■ What is expected: Which lines of the entries below hold the word "roundRect"? Report each of them.

<<<<

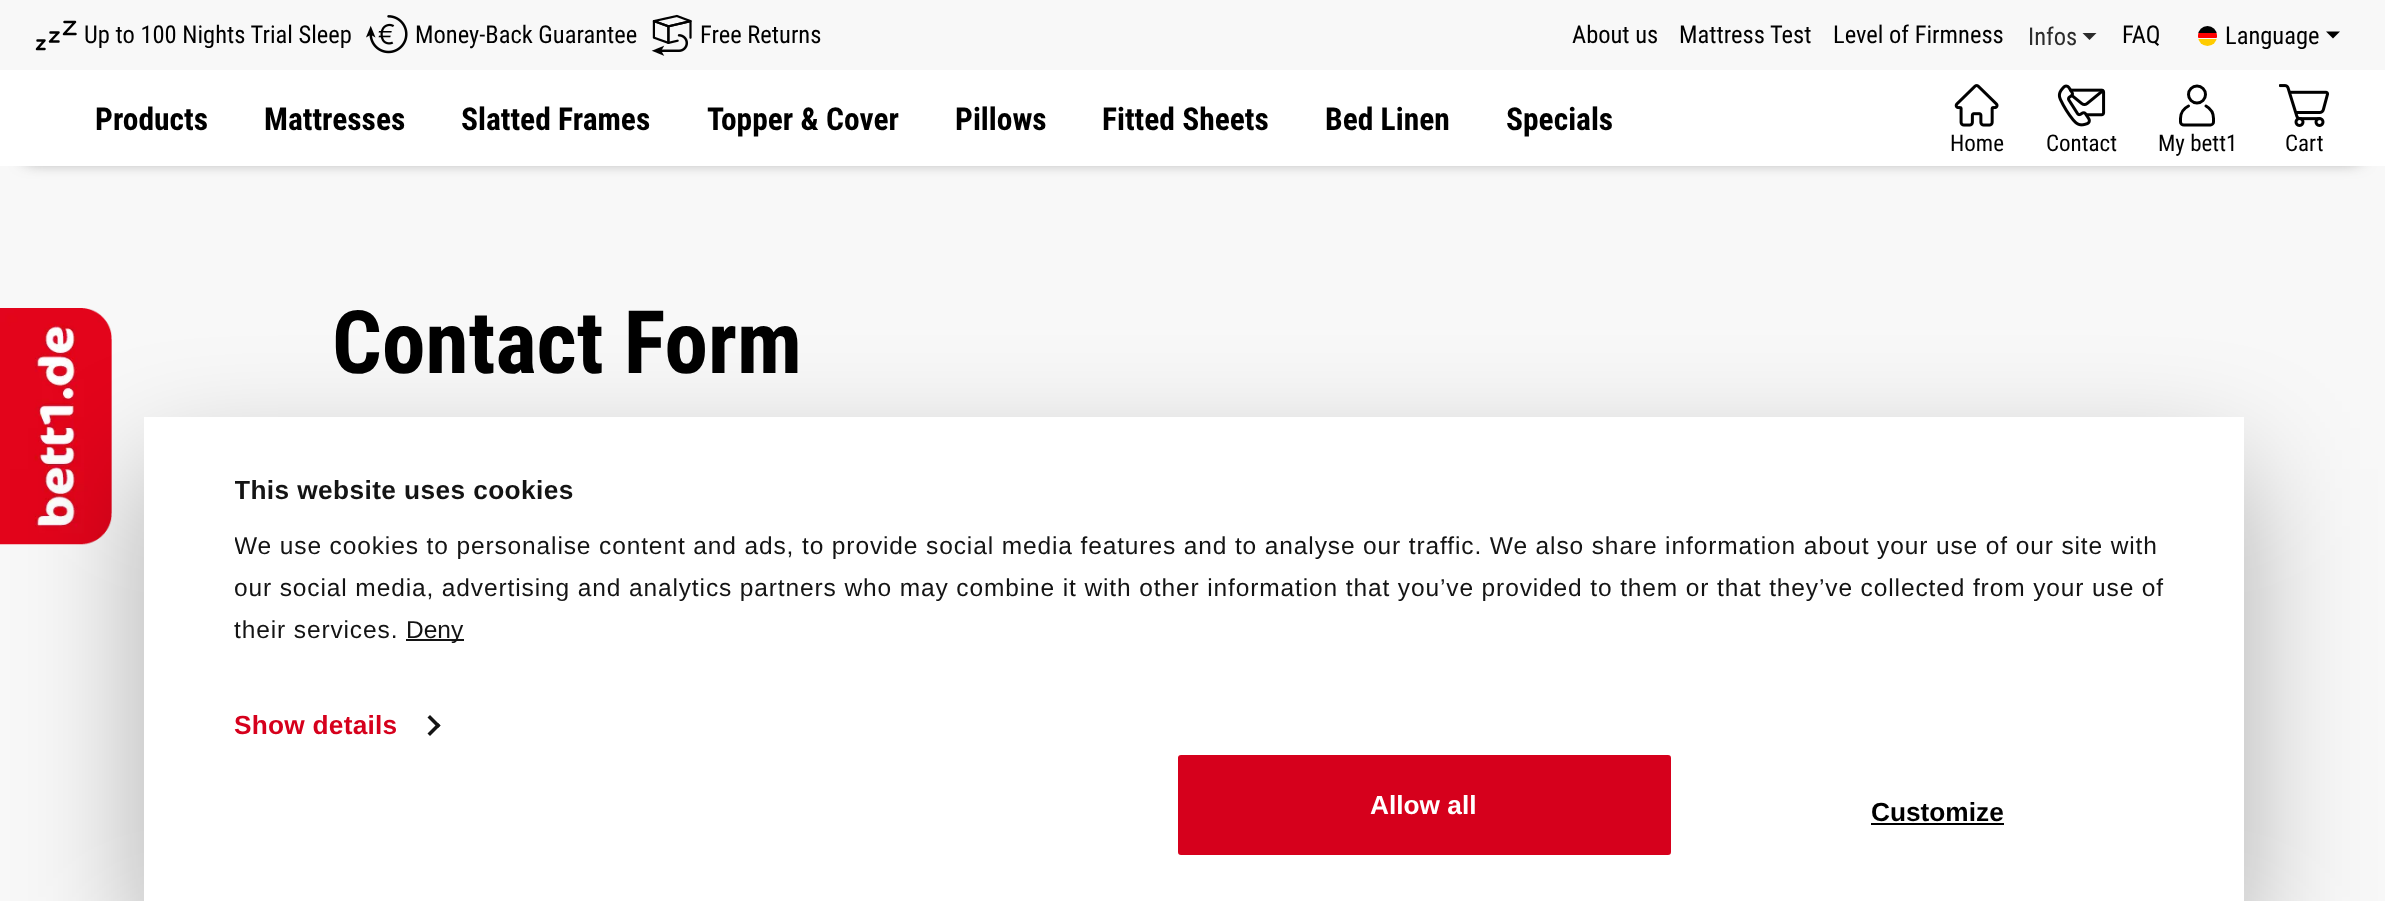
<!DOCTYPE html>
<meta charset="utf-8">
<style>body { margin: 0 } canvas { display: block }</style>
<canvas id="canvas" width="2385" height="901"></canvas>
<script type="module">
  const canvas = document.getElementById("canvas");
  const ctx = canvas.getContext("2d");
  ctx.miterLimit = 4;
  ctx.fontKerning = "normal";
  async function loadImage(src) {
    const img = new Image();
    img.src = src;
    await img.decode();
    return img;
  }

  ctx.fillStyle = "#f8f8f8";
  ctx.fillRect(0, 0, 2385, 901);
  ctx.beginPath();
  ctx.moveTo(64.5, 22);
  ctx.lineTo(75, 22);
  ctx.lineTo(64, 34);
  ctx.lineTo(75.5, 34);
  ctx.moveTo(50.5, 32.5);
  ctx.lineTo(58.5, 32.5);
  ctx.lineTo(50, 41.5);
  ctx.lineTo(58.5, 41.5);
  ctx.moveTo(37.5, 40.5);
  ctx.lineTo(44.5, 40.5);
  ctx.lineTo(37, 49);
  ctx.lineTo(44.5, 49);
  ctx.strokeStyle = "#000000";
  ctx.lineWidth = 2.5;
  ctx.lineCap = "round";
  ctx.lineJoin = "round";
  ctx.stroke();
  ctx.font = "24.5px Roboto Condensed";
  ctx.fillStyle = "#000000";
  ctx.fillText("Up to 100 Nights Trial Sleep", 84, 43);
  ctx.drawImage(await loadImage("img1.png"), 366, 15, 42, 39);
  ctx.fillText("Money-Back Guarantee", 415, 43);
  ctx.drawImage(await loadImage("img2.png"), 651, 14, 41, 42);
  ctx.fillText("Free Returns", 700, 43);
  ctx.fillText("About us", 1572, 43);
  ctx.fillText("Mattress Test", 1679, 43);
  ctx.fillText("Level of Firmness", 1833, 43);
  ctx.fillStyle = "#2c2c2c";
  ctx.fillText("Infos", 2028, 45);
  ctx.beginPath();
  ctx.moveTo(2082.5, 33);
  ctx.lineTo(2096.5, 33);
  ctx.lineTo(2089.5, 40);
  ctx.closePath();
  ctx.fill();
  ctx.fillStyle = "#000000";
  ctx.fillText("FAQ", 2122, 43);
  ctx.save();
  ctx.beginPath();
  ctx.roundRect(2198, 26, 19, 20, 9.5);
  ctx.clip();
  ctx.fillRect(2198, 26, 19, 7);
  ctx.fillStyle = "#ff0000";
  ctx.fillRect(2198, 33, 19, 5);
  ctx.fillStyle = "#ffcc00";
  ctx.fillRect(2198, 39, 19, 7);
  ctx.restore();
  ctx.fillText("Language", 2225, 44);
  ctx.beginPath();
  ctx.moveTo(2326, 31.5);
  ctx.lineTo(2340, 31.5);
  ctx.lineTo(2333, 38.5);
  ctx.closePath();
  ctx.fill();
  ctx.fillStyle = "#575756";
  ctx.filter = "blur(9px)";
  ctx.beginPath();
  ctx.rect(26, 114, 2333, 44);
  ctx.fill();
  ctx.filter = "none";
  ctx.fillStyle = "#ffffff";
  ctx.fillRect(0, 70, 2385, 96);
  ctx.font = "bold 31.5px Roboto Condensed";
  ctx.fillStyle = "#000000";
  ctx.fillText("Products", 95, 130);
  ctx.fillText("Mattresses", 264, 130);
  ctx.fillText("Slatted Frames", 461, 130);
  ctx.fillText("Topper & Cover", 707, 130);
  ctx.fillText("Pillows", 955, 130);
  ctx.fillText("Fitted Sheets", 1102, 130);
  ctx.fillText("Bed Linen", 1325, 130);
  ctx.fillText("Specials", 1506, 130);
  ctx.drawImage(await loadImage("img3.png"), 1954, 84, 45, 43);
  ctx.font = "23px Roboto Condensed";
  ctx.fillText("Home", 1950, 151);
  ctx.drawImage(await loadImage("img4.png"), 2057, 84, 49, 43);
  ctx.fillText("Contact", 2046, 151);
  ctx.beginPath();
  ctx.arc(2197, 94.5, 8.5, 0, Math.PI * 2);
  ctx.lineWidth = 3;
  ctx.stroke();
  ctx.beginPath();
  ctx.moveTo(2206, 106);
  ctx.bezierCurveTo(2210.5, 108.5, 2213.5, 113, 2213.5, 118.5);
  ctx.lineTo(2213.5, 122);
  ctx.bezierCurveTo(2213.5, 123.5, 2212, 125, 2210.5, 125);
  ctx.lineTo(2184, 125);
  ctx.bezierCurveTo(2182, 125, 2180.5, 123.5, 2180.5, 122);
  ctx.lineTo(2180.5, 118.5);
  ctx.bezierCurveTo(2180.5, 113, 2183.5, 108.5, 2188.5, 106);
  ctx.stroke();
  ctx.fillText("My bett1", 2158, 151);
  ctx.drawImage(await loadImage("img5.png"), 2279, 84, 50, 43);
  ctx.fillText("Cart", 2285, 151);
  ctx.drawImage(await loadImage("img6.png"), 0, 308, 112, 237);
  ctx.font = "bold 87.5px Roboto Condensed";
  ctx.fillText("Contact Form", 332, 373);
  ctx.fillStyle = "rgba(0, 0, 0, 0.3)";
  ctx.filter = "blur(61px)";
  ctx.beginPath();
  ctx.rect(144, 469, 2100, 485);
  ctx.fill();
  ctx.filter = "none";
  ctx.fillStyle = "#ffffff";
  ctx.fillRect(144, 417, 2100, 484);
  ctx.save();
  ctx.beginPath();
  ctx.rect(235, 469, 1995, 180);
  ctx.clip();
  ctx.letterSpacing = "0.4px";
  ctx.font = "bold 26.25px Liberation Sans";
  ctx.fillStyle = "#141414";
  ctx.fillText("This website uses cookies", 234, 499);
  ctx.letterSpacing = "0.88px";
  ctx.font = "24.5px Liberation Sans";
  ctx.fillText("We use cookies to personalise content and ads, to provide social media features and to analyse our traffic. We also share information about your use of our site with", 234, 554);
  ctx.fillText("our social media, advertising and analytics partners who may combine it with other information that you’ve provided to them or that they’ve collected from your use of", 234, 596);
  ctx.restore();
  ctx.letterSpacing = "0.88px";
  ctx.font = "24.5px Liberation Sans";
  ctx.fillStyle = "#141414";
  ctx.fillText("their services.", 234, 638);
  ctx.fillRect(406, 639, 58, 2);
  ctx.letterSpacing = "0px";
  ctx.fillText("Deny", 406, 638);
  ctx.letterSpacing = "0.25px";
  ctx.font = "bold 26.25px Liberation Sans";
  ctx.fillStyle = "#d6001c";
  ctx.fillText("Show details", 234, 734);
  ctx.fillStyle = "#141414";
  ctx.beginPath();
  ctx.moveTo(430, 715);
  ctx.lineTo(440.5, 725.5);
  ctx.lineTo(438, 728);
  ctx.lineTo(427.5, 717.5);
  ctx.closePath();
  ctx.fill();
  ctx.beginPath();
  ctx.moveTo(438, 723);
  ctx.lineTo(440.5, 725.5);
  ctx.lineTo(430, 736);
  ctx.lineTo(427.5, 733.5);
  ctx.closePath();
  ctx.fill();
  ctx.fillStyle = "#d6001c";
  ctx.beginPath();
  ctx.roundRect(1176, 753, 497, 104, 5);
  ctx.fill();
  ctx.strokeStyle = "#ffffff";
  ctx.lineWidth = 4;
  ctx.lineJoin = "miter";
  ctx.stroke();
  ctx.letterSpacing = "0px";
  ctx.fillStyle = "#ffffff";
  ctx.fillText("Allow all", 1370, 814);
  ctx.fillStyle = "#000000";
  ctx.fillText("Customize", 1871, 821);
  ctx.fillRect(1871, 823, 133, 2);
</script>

>>>>

■ Task solution:
  ctx.roundRect(2198, 26, 19, 20, 9.5);
  ctx.roundRect(1176, 753, 497, 104, 5);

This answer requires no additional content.